Question

For a reaction scheme \({\rm{A}}\mathop \to \limits^{{\rm{\;}}{{\rm{K}}_1}{\rm{\;}}} {\rm{B}}\mathop \to \limits^{{\rm{\;}}{{\rm{K}}_2}{\rm{\;}}} {\rm{C}}\), if the rate of formation of B is set to be zero then the concentration of B is given by:
1. (k₁ – k₂)[A]
2. (k₁ k₂) [A]
3. (k₁ k₂) [A]
4. \(\frac{{{k_1}}}{{{k_2}}}{\rm{\;}}\left[ A \right]\)

Answer 1

Correct Answer - Option 4 : \(\frac{{{k_1}}}{{{k_2}}}{\rm{\;}}\left[ A \right]\)

Concept:

Steady-state approximation:

When a reaction mechanism has several steps of comparable rates, the rate-determining step is often not obvious. However, there is an intermediate in some of the steps. An intermediate is a species that is neither one of the reactants, nor one of the products. The steady-state approximation is a method used to derive a rate law. The method is based on the assumption that one intermediate in the reaction mechanism is consumed as quickly as it is generated. Its concentration remains the same in a duration of the reaction.

The steady state is a situation in which all state variables are constant in spite of ongoing processes that strive to change them.

Calculation:

Given equation,

\({\rm{A}}\mathop \to \limits^{{\rm{\;}}{{\rm{K}}_1}{\rm{\;}}} {\rm{B}}\mathop \to \limits^{{\rm{\;}}{{\rm{K}}_2}{\rm{\;}}} {\rm{C}}\)

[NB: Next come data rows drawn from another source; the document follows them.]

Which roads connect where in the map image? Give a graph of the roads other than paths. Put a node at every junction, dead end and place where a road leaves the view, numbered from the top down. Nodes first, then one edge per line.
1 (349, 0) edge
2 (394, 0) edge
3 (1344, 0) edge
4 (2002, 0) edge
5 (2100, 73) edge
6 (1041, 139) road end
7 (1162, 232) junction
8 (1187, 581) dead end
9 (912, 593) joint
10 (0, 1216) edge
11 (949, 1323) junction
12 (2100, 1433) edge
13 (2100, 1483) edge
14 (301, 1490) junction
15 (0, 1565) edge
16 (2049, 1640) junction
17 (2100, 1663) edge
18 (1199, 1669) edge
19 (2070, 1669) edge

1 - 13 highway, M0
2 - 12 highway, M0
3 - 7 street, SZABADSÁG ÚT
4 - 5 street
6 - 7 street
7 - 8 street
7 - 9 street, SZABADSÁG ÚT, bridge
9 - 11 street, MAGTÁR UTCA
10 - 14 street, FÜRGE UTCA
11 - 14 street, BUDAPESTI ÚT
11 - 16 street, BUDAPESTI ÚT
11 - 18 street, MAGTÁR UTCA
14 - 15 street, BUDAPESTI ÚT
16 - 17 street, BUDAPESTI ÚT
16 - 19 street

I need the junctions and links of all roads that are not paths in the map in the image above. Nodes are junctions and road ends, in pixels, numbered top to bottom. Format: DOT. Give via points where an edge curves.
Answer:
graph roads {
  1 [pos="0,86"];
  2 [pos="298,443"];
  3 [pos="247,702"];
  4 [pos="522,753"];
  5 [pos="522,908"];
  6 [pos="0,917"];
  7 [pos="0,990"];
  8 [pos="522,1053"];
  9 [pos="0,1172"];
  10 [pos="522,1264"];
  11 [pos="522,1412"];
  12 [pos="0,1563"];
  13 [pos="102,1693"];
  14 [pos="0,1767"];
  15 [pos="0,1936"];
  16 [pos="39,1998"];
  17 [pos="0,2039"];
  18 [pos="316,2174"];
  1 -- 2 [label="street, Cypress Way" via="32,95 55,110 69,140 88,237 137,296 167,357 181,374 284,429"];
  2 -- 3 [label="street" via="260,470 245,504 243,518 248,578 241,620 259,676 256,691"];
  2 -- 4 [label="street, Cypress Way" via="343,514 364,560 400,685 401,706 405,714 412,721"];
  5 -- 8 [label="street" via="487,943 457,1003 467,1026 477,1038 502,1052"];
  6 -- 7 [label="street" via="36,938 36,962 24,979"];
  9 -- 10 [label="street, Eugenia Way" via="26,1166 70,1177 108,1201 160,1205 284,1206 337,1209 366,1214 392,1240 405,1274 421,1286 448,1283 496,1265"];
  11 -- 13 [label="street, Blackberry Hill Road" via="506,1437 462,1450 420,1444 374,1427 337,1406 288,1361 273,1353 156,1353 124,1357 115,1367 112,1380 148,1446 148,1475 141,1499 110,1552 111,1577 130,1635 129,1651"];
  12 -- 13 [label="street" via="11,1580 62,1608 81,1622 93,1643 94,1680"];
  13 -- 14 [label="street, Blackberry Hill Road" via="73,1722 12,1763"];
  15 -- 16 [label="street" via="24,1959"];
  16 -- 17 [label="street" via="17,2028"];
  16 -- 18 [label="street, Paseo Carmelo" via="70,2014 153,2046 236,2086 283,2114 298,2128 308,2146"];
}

By using steady state approximation, we can find the concentration of B.

Let us consider that equation is differentiated with respect to B is 0, then

\(\frac{{d\left[ B \right]}}{{dt}} = {k_1}\left[ A \right] - {k_2}\left[ B \right] = 0\)

Where k₁ and k₂ are rates of the reaction

A is an initial reactant

B is an intermediate reactant

C is the final product.

\(\frac{{d\left[ B \right]}}{{dt}} = 0\)

⇒ 0 = k₁ [A] – k₂ [B]

\(\Rightarrow \left[ B \right] = \frac{{{k_1}}}{{{k_2}}}\left[ A \right]\)